==== INPUT FOR THIS TASK ====

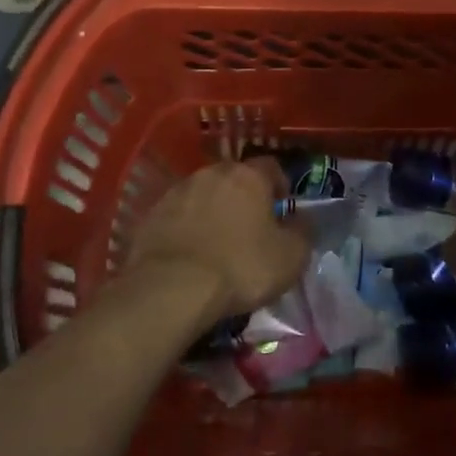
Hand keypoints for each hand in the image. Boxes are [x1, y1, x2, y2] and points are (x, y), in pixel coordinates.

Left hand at [125, 160, 308, 319]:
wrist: (171, 288)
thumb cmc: (241, 267)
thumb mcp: (291, 257)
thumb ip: (302, 232)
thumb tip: (301, 219)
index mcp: (248, 176)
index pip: (271, 166)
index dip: (280, 185)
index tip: (283, 207)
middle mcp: (212, 173)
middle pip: (234, 178)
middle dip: (244, 197)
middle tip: (251, 226)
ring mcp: (178, 191)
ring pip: (204, 194)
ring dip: (213, 210)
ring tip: (218, 241)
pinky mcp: (152, 214)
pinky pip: (178, 215)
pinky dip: (187, 227)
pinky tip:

====

§ **WHAT YOU WILL DO**
Copy each line above exactly. Images do not belong in the copy.

§ **YOUR SOLUTION**
Hand keypoints for each hand in the image. Boxes are [x1, y1, x2, y2] and points are (x, y), in pixel coordinates.

Left hand at [125, 160, 308, 319]:
wrist: (171, 288)
thumb cmc: (241, 267)
thumb mcp: (291, 257)
thumb ip: (302, 232)
thumb tip: (301, 219)
index mcp: (248, 176)
index pip: (271, 166)
index dip: (280, 185)
index tip: (283, 207)
middle mcp: (212, 173)
middle pip: (234, 178)
middle dip: (244, 197)
middle tip: (251, 226)
ring mcp: (178, 191)
ring pip: (204, 194)
ring dip: (213, 210)
ring tip: (218, 241)
pinky mcp: (152, 214)
pinky pip: (178, 215)
pinky dip: (187, 227)
pinky tip:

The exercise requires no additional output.